6. Drink enough water
Always remember to stay hydrated while exercising. Water loss via sweating and heat evaporation can result in poor health and fitness outcomes if not replenished. The rule of thumb is that for every 1kg in body mass lost post-exercise, you need to drink 1.5L of fluid. For example, if you lose 0.5kg (500g) in body mass after exercising, consume 1L of fluid to rehydrate.
7. Focus on the technique
Good technique is king in the exercise world, while poor technique can lead to misuse or improper use of muscles and/or joints, which can become quite problematic. However, how can you differentiate between “good” technique and “bad” technique?
The golden rule is that if there is a sharp pain or ache either in the joint or a muscle, then it is likely that the movement is compromised. This may be due to numerous reasons including inadequate strength levels, history of previous injuries, inactive firing of key muscles, and poor co-contraction (coordination) of muscles, among others.
If there is pain, the movement should be stopped or modified so that the pain ends. If pain persists through a variety of movements even after modification, then it is best to arrange an online consultation with an exercise specialist.
Overall, these simple at-home training tips should prove useful in maintaining fitness levels and general physical function, while also promoting a safe training environment to avoid injuries.
1. Rodríguez MÁ, Crespo I, Olmedillas H. Exercising in times of COVID-19: what do experts recommend doing within four walls?

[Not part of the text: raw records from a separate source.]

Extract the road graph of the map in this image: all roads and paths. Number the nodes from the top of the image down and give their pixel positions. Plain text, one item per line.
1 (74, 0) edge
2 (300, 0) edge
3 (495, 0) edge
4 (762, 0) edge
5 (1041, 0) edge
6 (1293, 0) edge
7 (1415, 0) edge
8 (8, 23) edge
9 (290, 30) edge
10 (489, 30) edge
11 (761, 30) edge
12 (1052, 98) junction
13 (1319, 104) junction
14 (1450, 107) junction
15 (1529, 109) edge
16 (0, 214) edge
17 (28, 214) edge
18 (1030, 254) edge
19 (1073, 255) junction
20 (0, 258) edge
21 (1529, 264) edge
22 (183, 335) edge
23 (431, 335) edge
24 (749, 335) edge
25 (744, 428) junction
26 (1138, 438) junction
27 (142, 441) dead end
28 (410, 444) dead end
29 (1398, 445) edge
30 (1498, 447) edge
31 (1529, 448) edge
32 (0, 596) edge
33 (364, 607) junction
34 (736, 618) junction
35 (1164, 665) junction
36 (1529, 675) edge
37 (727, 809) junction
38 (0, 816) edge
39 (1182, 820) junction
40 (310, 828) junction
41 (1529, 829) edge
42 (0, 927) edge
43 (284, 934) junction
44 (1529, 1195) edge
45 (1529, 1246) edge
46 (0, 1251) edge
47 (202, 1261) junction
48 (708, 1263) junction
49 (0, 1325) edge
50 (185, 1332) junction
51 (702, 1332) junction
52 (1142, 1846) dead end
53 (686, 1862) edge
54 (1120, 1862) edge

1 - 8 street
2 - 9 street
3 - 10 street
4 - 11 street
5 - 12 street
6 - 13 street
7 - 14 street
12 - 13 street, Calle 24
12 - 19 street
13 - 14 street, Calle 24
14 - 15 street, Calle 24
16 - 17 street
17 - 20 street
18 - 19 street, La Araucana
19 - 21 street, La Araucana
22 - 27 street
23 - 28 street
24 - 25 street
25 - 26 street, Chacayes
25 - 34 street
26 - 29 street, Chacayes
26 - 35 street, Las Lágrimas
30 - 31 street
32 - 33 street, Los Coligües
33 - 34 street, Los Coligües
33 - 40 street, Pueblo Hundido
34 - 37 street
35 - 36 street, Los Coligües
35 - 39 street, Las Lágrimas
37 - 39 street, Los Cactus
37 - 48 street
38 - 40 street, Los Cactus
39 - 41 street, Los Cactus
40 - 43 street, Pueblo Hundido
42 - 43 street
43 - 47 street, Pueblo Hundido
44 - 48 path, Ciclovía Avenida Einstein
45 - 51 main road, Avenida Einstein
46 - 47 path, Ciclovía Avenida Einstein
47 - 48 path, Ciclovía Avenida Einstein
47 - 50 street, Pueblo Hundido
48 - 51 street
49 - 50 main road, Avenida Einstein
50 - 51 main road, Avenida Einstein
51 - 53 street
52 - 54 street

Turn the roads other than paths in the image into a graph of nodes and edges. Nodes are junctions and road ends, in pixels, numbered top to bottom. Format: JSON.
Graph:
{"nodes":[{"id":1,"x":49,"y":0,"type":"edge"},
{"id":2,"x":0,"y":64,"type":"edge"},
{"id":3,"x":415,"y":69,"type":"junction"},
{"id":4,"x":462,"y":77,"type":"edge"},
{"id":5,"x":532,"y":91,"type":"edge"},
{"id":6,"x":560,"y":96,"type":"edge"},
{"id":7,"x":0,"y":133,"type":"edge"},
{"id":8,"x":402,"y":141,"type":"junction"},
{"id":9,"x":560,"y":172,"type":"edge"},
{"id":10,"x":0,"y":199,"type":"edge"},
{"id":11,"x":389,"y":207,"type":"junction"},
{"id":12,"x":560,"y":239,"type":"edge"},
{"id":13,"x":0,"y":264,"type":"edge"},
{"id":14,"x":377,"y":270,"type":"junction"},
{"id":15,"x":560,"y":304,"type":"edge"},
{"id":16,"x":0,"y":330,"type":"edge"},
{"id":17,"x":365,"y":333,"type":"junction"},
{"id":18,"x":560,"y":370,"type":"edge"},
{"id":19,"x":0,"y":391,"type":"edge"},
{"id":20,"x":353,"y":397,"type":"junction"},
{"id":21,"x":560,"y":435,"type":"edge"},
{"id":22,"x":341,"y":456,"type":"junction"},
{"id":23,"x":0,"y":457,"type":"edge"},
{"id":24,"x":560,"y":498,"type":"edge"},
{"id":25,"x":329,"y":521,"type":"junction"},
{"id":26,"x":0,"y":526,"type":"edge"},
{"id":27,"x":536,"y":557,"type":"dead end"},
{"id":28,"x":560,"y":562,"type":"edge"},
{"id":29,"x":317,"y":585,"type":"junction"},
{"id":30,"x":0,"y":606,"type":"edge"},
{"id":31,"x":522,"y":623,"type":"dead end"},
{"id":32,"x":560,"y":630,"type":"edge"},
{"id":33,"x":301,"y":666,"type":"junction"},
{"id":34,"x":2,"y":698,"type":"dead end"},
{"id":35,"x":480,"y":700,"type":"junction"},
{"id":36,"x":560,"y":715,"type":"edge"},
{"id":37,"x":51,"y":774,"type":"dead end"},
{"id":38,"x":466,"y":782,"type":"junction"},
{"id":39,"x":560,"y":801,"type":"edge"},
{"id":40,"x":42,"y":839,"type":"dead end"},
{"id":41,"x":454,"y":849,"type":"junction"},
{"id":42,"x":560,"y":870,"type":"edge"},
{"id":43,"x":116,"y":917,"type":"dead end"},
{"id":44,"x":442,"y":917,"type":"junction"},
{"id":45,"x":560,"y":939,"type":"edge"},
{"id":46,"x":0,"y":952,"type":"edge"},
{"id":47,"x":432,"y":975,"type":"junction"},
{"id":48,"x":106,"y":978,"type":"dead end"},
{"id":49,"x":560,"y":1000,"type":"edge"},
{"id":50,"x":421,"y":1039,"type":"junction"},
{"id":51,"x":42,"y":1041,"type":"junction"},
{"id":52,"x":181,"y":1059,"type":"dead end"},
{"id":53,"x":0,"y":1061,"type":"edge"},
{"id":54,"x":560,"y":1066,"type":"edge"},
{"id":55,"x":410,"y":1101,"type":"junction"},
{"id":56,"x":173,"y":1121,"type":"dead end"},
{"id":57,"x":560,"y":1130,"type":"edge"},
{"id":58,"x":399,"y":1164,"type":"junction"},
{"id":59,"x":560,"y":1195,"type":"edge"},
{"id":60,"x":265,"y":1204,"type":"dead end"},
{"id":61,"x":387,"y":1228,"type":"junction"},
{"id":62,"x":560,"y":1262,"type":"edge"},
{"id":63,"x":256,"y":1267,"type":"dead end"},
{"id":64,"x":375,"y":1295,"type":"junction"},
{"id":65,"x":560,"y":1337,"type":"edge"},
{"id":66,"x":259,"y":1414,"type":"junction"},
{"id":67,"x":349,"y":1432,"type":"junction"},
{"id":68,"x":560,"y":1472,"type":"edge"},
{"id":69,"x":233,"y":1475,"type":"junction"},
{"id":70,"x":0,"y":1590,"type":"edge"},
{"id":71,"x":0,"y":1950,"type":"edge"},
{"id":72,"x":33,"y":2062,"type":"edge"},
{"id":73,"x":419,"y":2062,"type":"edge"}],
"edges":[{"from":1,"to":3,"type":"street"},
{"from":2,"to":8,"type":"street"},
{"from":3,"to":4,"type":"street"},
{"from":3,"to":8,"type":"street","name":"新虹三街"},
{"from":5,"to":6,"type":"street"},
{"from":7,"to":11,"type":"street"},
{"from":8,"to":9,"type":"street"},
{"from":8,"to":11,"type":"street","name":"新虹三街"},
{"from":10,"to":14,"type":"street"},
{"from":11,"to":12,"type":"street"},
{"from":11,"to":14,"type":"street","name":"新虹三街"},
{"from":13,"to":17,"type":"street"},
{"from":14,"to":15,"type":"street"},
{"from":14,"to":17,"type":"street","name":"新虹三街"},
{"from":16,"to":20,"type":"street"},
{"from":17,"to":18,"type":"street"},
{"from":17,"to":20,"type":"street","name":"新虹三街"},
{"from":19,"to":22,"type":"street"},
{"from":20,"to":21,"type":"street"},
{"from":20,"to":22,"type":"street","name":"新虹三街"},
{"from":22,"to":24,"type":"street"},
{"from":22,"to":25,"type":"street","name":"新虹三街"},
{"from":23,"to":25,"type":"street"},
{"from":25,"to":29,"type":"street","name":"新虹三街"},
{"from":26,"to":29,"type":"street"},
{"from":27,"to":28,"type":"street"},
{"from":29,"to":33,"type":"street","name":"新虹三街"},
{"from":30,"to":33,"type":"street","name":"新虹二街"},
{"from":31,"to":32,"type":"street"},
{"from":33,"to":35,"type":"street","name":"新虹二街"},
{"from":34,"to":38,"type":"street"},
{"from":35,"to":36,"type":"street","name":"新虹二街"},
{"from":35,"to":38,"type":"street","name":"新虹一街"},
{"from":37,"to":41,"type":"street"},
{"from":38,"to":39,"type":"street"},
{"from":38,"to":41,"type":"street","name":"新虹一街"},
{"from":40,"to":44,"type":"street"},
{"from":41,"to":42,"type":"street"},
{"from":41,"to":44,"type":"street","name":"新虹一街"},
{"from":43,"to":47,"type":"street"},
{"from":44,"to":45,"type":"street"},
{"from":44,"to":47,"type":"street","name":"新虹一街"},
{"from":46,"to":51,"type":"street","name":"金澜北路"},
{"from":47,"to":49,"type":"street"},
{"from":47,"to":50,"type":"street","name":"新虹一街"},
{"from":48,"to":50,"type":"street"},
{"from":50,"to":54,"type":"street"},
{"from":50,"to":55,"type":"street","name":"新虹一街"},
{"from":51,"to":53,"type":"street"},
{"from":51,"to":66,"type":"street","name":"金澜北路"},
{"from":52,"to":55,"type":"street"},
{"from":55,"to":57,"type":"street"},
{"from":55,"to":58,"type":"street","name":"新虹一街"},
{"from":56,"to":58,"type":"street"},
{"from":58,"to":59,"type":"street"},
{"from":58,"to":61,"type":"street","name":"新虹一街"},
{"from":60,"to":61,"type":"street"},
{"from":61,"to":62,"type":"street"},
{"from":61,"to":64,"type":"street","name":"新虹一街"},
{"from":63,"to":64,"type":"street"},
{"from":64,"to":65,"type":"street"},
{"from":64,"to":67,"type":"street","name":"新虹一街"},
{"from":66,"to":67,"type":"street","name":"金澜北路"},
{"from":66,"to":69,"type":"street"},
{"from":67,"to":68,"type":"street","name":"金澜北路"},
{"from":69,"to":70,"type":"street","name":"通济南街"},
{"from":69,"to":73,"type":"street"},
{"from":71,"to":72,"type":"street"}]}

Revista espanola de cardiologia (English ed.). 2020; 73: 527–9.
2. Hammami A, Harrabi B, Mohr M, et al. Physical activity and coronavirus disease 2019 (COVID-19): specific recommendations for home-based physical training. Managing Sport and Leisure, 2020; 1-6.
3. American College of Sports Medicine, Sawka MN, Burke LM, et al. American College of Sports Medicine position stand. Exercise and fluid replacement. Med Sci Sports Exerc 2007; 39: 377–90.